There's nothing remotely fair and balanced about Fox News' coverage — shopping is clearly of paramount importance to them. Actually, I'm somewhat surprised by this, given Fox's undisputed role as Cheerleaders in Chief.

Foreign press

Not surprisingly, the foreign press is handling the story somewhat differently.

Times of London

The Times of London is fairly reserved, but the home page focuses attention on the audaciousness of the White House in pulling off the trip in total secrecy. (The article itself is behind registration.)

Daily Mirror

The Daily Mirror of London is anything but reserved and leaves no mistake about their attitude!

Bear in mind that the British are our closest (only?) ally in the Iraq adventure!

In France, readers of Le Monde got a very straightforward account of Bush's trip, although it was not even mentioned on Le Monde's home page.
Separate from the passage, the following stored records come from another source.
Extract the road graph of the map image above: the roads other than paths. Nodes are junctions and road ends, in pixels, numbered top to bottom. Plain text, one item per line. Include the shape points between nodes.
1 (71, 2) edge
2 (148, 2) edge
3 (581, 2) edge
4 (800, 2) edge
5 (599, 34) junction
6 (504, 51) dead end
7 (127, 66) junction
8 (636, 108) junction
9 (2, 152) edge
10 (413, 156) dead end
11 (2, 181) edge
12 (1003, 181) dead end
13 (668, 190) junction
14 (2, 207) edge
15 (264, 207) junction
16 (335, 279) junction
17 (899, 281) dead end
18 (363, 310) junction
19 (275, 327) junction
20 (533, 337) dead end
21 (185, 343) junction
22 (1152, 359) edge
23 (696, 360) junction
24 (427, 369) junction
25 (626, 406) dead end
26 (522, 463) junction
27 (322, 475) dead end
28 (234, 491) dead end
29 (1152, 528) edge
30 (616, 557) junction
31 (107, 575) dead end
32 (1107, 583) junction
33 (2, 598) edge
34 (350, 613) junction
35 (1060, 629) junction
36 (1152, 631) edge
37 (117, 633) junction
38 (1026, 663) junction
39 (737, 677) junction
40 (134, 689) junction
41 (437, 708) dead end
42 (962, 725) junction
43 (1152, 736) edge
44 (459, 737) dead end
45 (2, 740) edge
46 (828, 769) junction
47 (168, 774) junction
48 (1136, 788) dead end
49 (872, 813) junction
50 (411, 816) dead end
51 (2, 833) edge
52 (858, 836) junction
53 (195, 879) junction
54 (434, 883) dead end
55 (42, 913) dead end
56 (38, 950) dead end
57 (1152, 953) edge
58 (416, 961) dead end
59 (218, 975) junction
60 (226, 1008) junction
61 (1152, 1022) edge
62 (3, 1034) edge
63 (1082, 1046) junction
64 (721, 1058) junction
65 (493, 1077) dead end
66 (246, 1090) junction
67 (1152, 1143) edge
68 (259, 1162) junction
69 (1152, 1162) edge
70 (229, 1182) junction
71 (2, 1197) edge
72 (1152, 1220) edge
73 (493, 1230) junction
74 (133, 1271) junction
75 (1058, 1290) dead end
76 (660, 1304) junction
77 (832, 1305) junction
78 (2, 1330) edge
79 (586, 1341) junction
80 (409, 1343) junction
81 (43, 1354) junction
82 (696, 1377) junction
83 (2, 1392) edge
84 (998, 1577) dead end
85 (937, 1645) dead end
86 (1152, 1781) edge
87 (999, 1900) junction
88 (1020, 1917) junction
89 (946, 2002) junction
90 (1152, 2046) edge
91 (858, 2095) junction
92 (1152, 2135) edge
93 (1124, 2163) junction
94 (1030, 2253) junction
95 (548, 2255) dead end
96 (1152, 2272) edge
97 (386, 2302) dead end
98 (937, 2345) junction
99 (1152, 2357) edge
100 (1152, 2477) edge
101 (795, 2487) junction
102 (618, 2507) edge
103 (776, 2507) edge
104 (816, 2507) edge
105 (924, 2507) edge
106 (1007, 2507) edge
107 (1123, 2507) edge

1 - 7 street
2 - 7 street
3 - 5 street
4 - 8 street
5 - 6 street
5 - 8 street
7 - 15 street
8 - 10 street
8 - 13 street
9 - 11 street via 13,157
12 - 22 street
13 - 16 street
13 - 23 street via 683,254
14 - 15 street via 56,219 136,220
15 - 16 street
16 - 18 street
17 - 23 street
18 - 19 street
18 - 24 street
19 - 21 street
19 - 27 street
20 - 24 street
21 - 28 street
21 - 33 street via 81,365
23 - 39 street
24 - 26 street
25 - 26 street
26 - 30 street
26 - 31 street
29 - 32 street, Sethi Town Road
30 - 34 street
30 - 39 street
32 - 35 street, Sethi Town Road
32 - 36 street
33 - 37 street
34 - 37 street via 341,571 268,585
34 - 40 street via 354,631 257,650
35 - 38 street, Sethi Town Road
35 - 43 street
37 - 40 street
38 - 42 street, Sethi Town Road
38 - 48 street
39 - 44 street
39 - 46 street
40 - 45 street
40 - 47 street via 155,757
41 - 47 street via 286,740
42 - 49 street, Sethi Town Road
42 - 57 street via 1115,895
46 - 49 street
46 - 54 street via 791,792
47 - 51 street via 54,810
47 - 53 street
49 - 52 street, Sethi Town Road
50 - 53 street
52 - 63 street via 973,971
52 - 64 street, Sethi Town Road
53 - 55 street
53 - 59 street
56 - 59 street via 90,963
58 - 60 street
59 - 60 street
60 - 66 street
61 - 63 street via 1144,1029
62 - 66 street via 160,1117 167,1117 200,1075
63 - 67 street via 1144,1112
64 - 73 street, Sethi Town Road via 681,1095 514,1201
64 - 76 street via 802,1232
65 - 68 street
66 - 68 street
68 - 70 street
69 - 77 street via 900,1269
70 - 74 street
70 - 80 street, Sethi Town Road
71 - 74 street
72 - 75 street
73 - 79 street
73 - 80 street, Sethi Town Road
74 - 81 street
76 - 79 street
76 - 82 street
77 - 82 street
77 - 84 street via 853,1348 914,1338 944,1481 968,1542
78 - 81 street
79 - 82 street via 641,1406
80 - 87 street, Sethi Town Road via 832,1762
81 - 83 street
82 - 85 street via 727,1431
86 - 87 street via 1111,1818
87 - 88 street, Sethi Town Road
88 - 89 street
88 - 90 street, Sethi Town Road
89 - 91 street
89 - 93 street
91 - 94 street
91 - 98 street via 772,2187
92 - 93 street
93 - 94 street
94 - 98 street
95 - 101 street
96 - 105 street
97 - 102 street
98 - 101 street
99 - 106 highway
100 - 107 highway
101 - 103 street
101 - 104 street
The headline focuses on the trip's secrecy — Dans le plus grand secret, George Bush rend une visite éclair aux soldats stationnés en Irak (In greatest secrecy, George Bush makes lightning visit to soldiers stationed in Iraq). Beyond that, however, it is simply a detailed news story. Fair and balanced, as it were.

In Germany, the Frankfurter Allgemeine Zeitung carried the story on its home page, but it was a ways down on the page. Moreover, the lead article is about the attempts to reach an understanding with the Shiites over the plan to return sovereignty to the Iraqis: Die amerikanische Regierung ist offenbar zu weiteren politischen Zugeständnissen an die schiitische Bevölkerungsmehrheit im Irak bereit. (The American government is ready for further political concessions to the Shiite majority in Iraq.)

The article in the Frankfurter Allgemeine Zeitung about Bush's trip itself was characterized as background. It emphasized the contrast with the 1 May landing on the USS Abraham Lincoln: Diesmal war es eine streng geheime Kommandoaktion, mit der Bush den Amerikanern und der Welt beweisen wollte, daß die Vereinigten Staaten sich nicht von Terroranschlägen im Irak abschrecken ließen. (This time it was a strictly secret commando operation, with which Bush wanted Americans and the world to know that the United States would not be deterred by terrorist attacks in Iraq.)

The FAZ also has an extensive gallery of photographs of Bush's visit.

Given US news fascination with the cloak-and-dagger aspects of The Shrub's trip, a number of tantalizing details are emerging.

• Bush tells his wife and daughters about the trip, but not his parents. I see this as just another example of poor judgement. Personally, I would find the elder Bushes more trustworthy than the daughters.

• W and Condi pulled their baseball caps down to avoid detection by the guards at the airport. Some security, when the president of the United States can get by a security checkpoint and not be recognized.

• A military analyst said that landing at night reduced the threat of heat-seeking missiles. Excuse me! What does the dark have to do with it? I'm no rocket scientist, but I seriously doubt that Air Force One gives off less heat in the dark.

• A British Airways pilot saw Air Force One and contacted it by radio; when The Shrub's pilot replied that it was a Gulfstream V the BA pilot said, "Oh" and kept the secret. Seems to me that that means this whole escapade depended on the discretion of a pilot who did not get on the PA and announce to the passengers, "This is your pilot speaking. If you look out the windows on the left side of the aircraft you can see Air Force One pretending it's a stealth jet."